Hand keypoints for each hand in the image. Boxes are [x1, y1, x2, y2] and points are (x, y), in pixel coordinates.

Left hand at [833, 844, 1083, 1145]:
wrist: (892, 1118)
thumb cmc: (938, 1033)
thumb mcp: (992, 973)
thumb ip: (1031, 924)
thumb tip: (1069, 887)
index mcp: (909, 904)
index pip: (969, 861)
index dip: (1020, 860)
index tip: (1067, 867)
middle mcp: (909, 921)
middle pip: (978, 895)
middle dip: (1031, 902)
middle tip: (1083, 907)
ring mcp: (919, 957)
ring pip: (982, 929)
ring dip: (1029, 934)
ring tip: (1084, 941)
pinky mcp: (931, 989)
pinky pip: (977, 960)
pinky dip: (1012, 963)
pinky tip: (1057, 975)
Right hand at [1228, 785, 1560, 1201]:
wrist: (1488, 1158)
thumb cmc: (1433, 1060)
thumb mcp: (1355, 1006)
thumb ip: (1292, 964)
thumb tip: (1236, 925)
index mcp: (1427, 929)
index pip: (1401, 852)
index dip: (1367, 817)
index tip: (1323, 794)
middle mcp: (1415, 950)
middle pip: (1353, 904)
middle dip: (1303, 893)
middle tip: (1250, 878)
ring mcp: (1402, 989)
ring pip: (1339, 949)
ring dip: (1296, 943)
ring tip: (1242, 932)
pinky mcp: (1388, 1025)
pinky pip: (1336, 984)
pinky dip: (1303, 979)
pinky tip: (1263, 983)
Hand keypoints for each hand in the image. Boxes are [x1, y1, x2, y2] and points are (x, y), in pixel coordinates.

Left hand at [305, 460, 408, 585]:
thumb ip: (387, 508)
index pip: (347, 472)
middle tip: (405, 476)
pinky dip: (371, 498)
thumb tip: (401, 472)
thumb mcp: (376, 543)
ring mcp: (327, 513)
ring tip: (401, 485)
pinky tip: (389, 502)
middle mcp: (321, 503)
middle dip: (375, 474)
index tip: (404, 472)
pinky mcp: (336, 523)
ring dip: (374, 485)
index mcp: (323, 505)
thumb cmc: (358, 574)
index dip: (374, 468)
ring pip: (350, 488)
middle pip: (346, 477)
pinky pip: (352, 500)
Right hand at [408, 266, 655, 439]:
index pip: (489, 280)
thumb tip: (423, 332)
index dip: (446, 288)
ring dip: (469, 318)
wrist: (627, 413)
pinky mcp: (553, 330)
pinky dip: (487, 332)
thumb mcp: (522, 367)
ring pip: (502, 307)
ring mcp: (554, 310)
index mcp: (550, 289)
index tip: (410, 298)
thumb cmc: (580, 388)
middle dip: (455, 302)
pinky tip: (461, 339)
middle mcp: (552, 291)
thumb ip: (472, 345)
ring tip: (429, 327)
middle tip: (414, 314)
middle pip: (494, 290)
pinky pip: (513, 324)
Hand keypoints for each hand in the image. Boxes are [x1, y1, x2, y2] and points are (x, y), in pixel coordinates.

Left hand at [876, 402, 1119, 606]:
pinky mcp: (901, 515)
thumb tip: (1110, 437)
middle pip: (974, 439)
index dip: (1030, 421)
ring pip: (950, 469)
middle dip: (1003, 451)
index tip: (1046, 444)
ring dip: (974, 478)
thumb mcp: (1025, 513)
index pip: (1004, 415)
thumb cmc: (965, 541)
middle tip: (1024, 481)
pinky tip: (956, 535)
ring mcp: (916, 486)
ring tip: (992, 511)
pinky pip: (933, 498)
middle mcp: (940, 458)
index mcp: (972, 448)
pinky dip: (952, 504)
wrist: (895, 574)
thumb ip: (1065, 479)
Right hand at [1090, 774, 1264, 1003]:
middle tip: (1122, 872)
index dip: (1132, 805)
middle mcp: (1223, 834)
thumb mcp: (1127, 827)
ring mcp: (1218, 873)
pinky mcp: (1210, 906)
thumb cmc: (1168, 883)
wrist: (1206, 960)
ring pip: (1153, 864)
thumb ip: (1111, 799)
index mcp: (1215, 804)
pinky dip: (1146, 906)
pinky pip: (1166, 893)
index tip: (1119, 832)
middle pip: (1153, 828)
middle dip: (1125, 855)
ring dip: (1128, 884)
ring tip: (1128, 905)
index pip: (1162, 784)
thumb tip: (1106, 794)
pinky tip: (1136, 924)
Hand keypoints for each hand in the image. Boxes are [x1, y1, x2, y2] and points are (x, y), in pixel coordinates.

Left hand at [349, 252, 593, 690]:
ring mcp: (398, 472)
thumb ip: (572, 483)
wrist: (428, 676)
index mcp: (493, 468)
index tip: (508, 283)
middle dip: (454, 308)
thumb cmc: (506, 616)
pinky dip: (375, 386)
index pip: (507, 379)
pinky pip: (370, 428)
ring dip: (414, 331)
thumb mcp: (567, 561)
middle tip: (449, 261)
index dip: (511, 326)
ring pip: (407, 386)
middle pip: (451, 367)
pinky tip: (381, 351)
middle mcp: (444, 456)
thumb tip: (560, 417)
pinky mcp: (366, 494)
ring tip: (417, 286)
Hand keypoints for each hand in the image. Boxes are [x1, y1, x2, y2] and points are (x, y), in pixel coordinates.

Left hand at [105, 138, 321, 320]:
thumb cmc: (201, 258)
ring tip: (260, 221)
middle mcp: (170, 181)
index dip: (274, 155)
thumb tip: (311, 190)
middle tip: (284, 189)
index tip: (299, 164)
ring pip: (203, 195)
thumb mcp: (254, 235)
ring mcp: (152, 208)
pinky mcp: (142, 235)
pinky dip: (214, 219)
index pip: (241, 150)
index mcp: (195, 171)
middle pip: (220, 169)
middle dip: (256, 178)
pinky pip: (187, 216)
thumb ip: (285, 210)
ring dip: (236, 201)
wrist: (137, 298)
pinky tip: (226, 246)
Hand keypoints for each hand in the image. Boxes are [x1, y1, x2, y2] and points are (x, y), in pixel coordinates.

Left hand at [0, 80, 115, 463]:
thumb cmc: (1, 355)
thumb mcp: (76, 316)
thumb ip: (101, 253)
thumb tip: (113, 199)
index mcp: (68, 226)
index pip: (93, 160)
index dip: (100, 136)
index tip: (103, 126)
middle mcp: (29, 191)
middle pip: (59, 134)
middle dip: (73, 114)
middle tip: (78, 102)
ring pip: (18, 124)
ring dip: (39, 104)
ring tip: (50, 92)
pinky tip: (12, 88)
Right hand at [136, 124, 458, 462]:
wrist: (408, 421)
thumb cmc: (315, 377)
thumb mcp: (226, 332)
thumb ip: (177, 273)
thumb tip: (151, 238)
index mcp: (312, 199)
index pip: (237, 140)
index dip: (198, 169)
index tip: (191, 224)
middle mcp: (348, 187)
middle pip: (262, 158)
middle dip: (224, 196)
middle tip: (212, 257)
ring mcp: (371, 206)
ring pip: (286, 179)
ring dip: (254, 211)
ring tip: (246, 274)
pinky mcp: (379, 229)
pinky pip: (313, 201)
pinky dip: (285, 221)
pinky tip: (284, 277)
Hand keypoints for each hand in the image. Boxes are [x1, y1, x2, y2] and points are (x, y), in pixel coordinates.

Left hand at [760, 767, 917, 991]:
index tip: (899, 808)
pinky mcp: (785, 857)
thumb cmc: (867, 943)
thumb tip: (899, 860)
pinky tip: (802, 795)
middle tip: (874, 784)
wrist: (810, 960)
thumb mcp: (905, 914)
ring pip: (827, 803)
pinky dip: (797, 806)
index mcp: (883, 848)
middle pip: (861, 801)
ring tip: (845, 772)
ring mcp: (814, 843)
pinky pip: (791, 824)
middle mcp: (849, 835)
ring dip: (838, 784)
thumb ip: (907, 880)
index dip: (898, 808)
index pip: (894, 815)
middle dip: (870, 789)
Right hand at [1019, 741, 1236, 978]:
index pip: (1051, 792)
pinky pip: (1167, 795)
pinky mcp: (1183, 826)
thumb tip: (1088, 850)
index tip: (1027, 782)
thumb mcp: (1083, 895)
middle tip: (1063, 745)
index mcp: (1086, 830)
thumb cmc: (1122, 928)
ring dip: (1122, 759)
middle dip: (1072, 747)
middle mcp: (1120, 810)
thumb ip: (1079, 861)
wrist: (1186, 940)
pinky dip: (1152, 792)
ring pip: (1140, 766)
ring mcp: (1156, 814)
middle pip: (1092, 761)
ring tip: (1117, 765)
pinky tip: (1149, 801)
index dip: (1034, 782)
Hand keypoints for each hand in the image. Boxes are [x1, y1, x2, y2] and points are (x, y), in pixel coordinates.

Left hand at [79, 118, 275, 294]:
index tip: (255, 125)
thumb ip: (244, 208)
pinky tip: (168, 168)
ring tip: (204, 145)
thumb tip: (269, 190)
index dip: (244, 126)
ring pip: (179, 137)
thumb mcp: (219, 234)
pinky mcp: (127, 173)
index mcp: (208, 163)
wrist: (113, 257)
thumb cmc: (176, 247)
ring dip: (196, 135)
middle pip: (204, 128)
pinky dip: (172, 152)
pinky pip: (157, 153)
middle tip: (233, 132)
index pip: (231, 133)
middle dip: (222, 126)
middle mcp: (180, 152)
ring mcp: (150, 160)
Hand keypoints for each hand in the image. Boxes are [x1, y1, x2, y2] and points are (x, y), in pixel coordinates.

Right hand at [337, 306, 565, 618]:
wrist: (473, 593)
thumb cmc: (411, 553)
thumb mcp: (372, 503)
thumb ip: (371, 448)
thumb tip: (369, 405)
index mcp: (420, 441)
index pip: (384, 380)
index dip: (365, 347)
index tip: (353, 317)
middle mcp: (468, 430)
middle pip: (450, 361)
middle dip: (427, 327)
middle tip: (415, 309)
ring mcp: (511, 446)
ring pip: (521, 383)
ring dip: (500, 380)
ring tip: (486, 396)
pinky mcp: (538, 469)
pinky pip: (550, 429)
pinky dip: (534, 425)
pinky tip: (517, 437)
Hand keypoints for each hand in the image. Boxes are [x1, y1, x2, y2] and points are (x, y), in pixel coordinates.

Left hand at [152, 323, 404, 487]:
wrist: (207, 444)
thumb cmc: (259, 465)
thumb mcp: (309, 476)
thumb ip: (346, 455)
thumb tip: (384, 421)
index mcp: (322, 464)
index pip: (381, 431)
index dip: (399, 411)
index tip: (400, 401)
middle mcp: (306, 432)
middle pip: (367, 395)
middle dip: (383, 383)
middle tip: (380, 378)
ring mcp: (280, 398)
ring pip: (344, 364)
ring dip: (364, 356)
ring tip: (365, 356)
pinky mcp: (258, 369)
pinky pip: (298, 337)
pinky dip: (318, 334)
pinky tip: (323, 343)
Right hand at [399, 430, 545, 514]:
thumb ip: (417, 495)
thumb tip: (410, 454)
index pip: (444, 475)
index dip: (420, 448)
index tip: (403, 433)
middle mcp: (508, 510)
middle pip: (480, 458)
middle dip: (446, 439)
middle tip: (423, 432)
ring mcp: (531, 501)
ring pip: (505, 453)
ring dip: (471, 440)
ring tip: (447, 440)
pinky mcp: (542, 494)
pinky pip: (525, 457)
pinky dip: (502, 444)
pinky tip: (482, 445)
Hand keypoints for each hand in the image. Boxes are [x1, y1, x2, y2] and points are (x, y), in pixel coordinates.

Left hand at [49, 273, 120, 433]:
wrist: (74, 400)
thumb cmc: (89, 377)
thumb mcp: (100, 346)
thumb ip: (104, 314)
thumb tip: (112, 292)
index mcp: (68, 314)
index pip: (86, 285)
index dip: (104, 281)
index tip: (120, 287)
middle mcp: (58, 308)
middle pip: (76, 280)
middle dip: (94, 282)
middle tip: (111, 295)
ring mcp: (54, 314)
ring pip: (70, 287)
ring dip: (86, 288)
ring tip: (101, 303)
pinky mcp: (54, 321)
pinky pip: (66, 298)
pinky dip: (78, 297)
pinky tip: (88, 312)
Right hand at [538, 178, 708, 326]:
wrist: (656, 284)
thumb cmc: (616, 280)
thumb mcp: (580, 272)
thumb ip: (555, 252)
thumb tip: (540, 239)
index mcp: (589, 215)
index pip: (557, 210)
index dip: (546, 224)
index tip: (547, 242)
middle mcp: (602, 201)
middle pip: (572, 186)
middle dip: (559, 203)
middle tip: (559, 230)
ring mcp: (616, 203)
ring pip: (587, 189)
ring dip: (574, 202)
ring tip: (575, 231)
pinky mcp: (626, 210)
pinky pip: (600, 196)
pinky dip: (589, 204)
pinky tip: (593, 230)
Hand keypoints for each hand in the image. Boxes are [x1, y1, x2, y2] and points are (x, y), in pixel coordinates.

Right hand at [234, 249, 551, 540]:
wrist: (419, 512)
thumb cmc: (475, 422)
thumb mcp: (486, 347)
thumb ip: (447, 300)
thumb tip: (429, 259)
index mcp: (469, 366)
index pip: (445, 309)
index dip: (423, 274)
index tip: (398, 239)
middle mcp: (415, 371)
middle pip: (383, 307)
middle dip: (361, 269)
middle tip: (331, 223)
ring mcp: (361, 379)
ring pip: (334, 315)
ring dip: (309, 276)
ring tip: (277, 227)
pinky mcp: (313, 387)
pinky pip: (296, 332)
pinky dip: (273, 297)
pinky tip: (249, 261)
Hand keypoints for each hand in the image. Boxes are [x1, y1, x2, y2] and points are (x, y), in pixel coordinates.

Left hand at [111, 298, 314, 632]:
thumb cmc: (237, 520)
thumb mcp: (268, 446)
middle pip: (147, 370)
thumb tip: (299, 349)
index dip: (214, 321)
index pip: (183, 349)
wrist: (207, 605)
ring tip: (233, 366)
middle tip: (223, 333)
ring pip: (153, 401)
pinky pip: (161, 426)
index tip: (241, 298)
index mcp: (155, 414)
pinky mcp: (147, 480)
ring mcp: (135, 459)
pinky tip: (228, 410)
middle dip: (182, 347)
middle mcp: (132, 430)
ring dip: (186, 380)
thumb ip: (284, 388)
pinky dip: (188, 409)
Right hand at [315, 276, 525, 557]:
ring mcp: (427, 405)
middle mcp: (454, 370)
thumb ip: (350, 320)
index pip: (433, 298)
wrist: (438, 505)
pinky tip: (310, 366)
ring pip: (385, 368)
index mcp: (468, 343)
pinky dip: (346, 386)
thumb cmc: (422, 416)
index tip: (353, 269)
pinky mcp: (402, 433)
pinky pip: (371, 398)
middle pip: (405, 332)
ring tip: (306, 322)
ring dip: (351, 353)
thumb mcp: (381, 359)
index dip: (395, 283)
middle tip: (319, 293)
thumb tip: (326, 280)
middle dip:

──────────

■ **YOUR GOAL**
Quote exactly and only the lines from the one holding "wrist: (438, 505)" through the end of the data.

■ **ANSWER SECTION**
wrist: (438, 505)
pinky tip: (310, 366)
ring pip: (385, 368)
index mcp: (468, 343)
pinky dip: (346, 386)
thumb cmc: (422, 416)
index tip: (353, 269)
pinky mcp: (402, 433)
pinky pip: (371, 398)
middle pip: (405, 332)
ring tip: (306, 322)
ring dip: (351, 353)
thumb mcp: (381, 359)
index dip: (395, 283)
middle tip: (319, 293)
thumb tip: (326, 280)
middle dip:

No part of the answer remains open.